→ **The problem**: Using the material that follows, work out how many lines include the word "from". Your answer should be that number only.

→ **Stored data**:

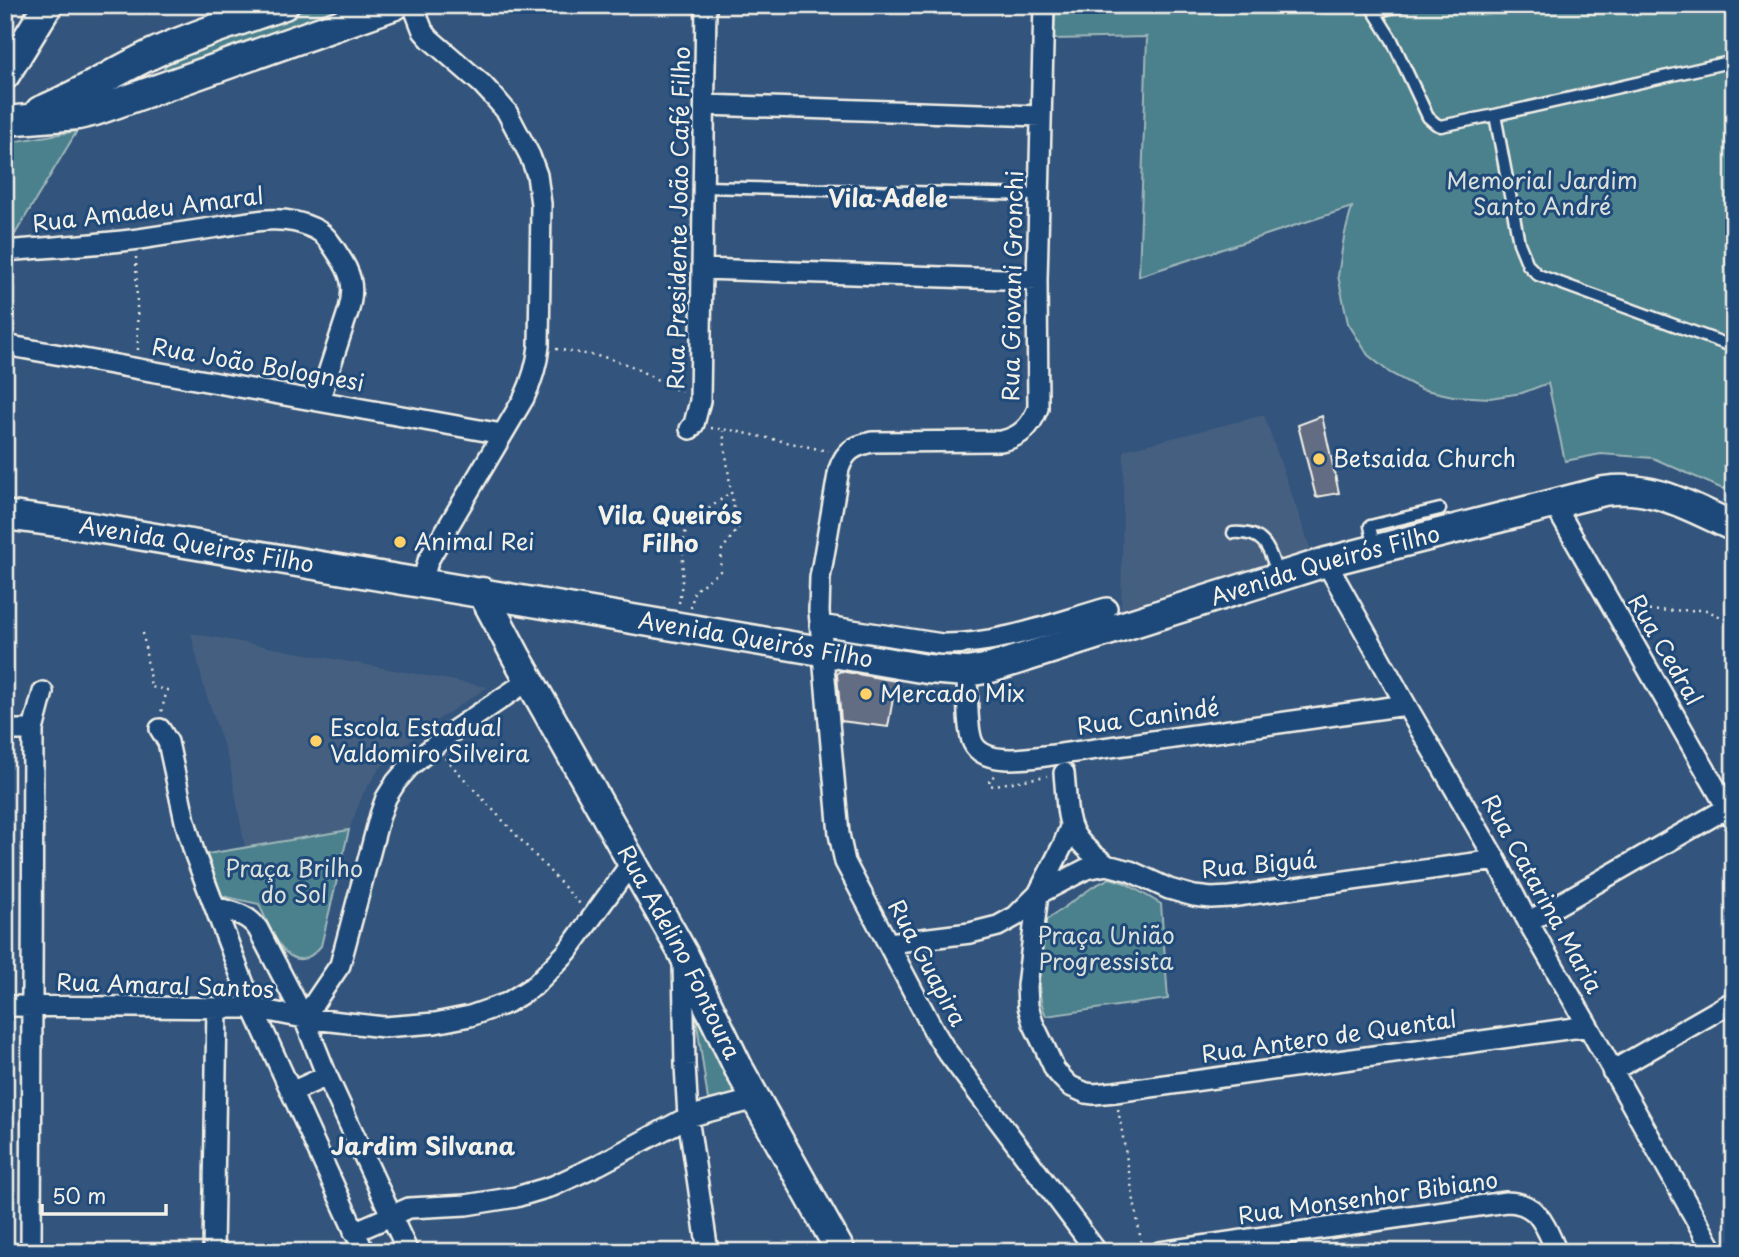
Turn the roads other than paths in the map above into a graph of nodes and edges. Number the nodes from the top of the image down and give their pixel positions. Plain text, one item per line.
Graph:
1 (48, 5) edge
2 (284, 5) edge
3 (395, 5) edge
4 (413, 5) edge
5 (706, 5) edge
6 (1044, 5) edge
7 (1402, 5) edge
8 (1373, 9) edge
9 (1734, 61) edge
10 (5, 75) edge
11 (705, 105) junction
12 (1495, 115) junction
13 (1041, 116) junction
14 (14, 120) edge
15 (704, 187) junction
16 (1039, 195) junction
17 (5, 251) edge
18 (702, 270) junction
19 (1037, 280) junction
20 (5, 345) edge
21 (1734, 347) edge
22 (319, 401) junction
23 (692, 427) road end
24 (502, 434) junction
25 (1554, 504) junction
26 (1440, 509) dead end
27 (5, 515) edge
28 (1734, 527) edge
29 (1407, 529) junction
30 (1233, 533) dead end
31 (1326, 562) junction
32 (1278, 576) junction
33 (422, 583) junction
34 (482, 593) junction
35 (526, 600) junction
36 (1107, 608) dead end
37 (820, 625) junction
38 (822, 652) junction
39 (522, 668) junction
40 (967, 672) junction
41 (44, 692) dead end
42 (1406, 705) junction
43 (160, 729) road end
44 (5, 730) edge
45 (33, 730) junction
46 (1064, 773) dead end
47 (1731, 810) edge
48 (1070, 827) junction
49 (1496, 860) junction
50 (632, 862) junction
51 (1107, 865) junction
52 (1038, 894) junction
53 (215, 907) junction
54 (1528, 922) junction
55 (889, 943) junction
56 (683, 953) junction
57 (1734, 1001) edge
58 (5, 1006) edge
59 (32, 1006) junction
60 (217, 1008) junction
61 (253, 1008) junction
62 (304, 1018) junction
63 (1588, 1026) junction
64 (1612, 1070) junction
65 (327, 1076) junction
66 (291, 1091) junction
67 (756, 1099) junction
68 (688, 1117) junction
69 (391, 1215) junction
70 (354, 1232) junction
71 (31, 1252) edge
72 (213, 1252) edge
73 (363, 1252) edge
74 (408, 1252) edge
75 (708, 1252) edge
76 (841, 1252) edge
77 (1097, 1252) edge
78 (1160, 1252) edge
79 (1557, 1252) edge
80 (1714, 1252) edge

1 - 10 main road
2 - 14 main road
3 - 14 main road
4 - 24 street
5 - 11 street, Rua Presidente João Café Filho
6 - 13 street, Rua Giovani Gronchi
7 - 8 lane
8 - 12 lane
9 - 12 lane
11 - 13 street
11 - 15 street, Rua Presidente João Café Filho
12 - 21 lane
13 - 16 street, Rua Giovani Gronchi
15 - 16 lane
15 - 18 street, Rua Presidente João Café Filho
16 - 19 street, Rua Giovani Gronchi
17 - 22 street, Rua Amadeu Amaral
18 - 19 street
18 - 23 street, Rua Presidente João Café Filho
19 - 37 street, Rua Giovani Gronchi
20 - 22 street, Rua João Bolognesi
22 - 24 street, Rua João Bolognesi
24 - 33 street
25 - 28 main road, Avenida Queirós Filho
25 - 29 main road, Avenida Queirós Filho
25 - 47 street, Rua Cedral
26 - 29 lane
27 - 33 main road, Avenida Queirós Filho
29 - 31 main road, Avenida Queirós Filho
30 - 32 lane
31 - 32 main road, Avenida Queirós Filho
31 - 42 street, Rua Catarina Maria
32 - 40 main road, Avenida Queirós Filho
33 - 34 main road, Avenida Queirós Filho
34 - 35 main road, Avenida Queirós Filho
34 - 39 main road, Rua Adelino Fontoura
35 - 38 main road, Avenida Queirós Filho
35 - 39 main road
36 - 37 street, Avenida Queirós Filho
37 - 38 street, Rua Giovani Gronchi
38 - 40 main road, Avenida Queirós Filho
38 - 55 street, Rua Guapira
39 - 50 main road, Rua Adelino Fontoura
39 - 62 street
40 - 42 street, Rua Canindé
41 - 45 street
42 - 49 street, Rua Catarina Maria
43 - 53 street
44 - 45 street
45 - 59 street
46 - 48 street
47 - 54 street
48 - 51 street
48 - 52 street
49 - 51 street, Rua Biguá
49 - 54 street, Rua Catarina Maria
50 - 56 main road, Rua Adelino Fontoura
50 - 62 street, Rua Amaral Santos
51 - 52 street
52 - 55 street
52 - 63 street, Rua Antero de Quental
53 - 61 street
53 - 62 street
54 - 63 street, Rua Catarina Maria
55 - 77 street, Rua Guapira
56 - 67 main road, Rua Adelino Fontoura
56 - 68 street
57 - 64 street
58 - 59 street, Rua Amaral Santos
59 - 60 street, Rua Amaral Santos
59 - 71 street
60 - 61 street, Rua Amaral Santos
60 - 72 street
61 - 62 street, Rua Amaral Santos
61 - 66 street
62 - 65 street
63 - 64 street, Rua Catarina Maria
64 - 80 street, Rua Catarina Maria
65 - 66 street
65 - 69 street
66 - 70 street
67 - 68 street
67 - 76 main road, Rua Adelino Fontoura
68 - 69 street
68 - 75 street
69 - 70 street
69 - 74 street
70 - 73 street
78 - 79 street, Rua Monsenhor Bibiano

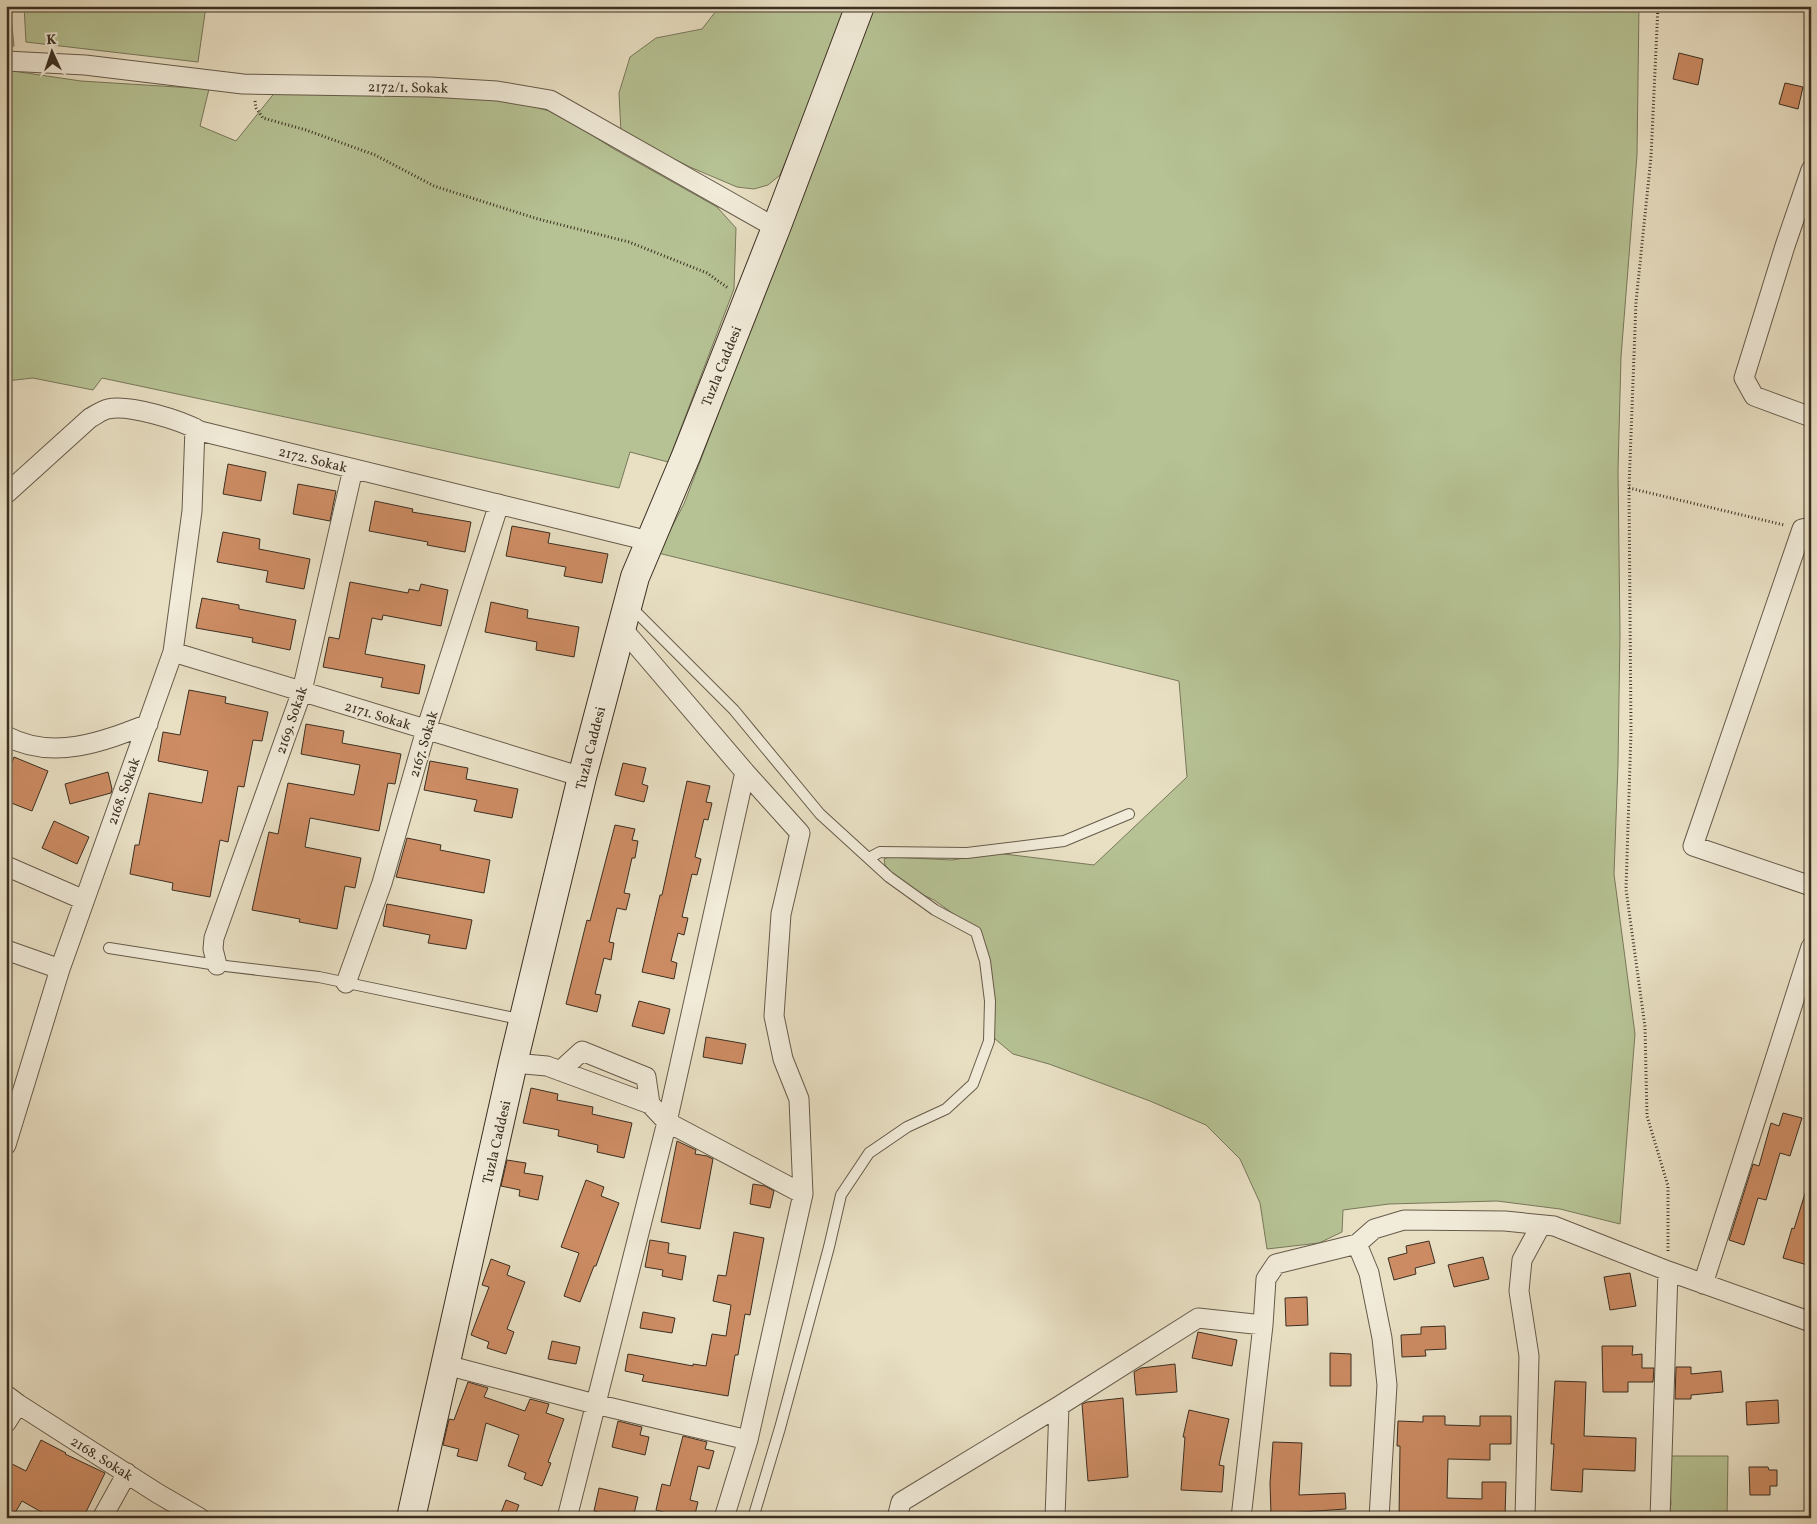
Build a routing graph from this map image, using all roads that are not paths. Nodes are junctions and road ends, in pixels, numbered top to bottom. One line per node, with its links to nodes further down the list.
1 (860, 6): 4 (main road, Tuzla Caddesi)
2 (6, 60): 4 (street, 2172/1. Sokak)
3 (1811, 170): 5 (street)
4 (776, 228): 11 (main road, Tuzla Caddesi)
5 (1811, 417)
6 (196, 428): 7 (street, 2172. Sokak); 8 (street, 2172. Sokak); 13 (street, 2168. Sokak)
7 (353, 468): 9 (street, 2172. Sokak); 14 (street, 2169. Sokak)
8 (6, 494)
9 (500, 504): 11 (street, 2172. Sokak); 16 (street, 2167. Sokak)
10 (1806, 528): 23 (street)
11 (649, 541): 12 (main road, Tuzla Caddesi)
12 (624, 615): 18 (street); 19 (main road, Tuzla Caddesi); 21 (lane)
13 (173, 652): 14 (street, 2171. Sokak); 15 (street, 2168. Sokak)
14 (302, 692): 16 (street, 2171. Sokak); 28 (street, 2169. Sokak)
15 (148, 724): 17 (street); 24 (street, 2168. Sokak)
16 (426, 730): 19 (street, 2171. Sokak); 30 (street, 2167. Sokak)
17 (6, 736)
18 (745, 772): 35 (street); 37 (street)
19 (582, 777): 31 (main road, Tuzla Caddesi)
20 (1129, 814): 21 (lane)
21 (869, 858): 56 (lane)
22 (6, 866): 24 (street)
23 (1811, 886)
24 (84, 900): 29 (street, 2168. Sokak)
25 (1811, 947): 41 (street)
26 (108, 948): 28 (lane)
27 (6, 950): 29 (street)
28 (217, 965): 30 (lane)
29 (60, 969): 36 (street, 2168. Sokak)
30 (346, 983): 31 (lane)
31 (524, 1020): 32 (main road, Tuzla Caddesi)
32 (513, 1063): 33 (street); 44 (main road, Tuzla Caddesi)
33 (560, 1071): 34 (street); 34 (street)
34 (650, 1104): 35 (street)
35 (667, 1122): 37 (street); 46 (street)
36 (6, 1145)
37 (803, 1194): 49 (street)
38 (1541, 1225): 39 (street); 40 (street); 61 (street)
39 (1357, 1244): 43 (street); 60 (street)
40 (1668, 1271): 41 (street); 62 (street)
41 (1703, 1284): 42 (street)
42 (1811, 1322)
43 (1263, 1324): 47 (street); 59 (street)
44 (446, 1366): 46 (street); 53 (main road, Tuzla Caddesi)
45 (12, 1399): 48 (street); 50 (street, 2168. Sokak)
46 (595, 1404): 49 (street); 54 (street)
47 (1059, 1406): 57 (street); 58 (street)
48 (6, 1424)
49 (748, 1440): 55 (street)
50 (127, 1473): 51 (street); 52 (street, 2168. Sokak)
51 (102, 1518)
52 (200, 1518)
53 (411, 1518)
54 (567, 1518)
55 (724, 1518)
56 (753, 1518)
57 (897, 1518)
58 (1056, 1518)
59 (1241, 1518)
60 (1379, 1518)
61 (1525, 1518)
62 (1660, 1518)

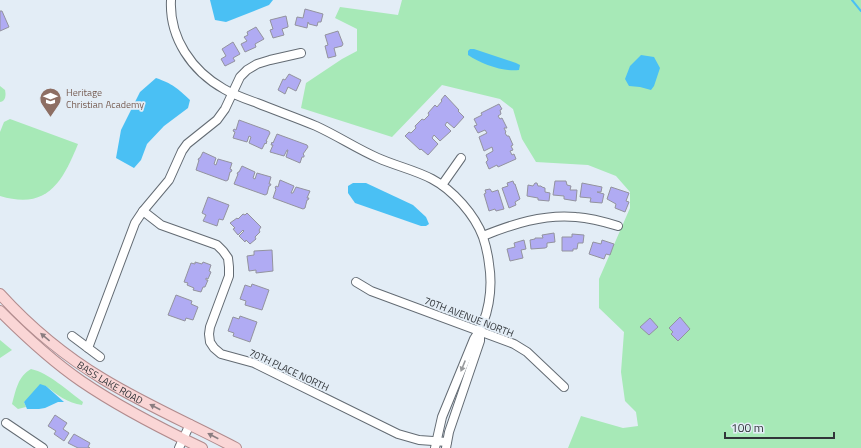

→ **Answer below**: 2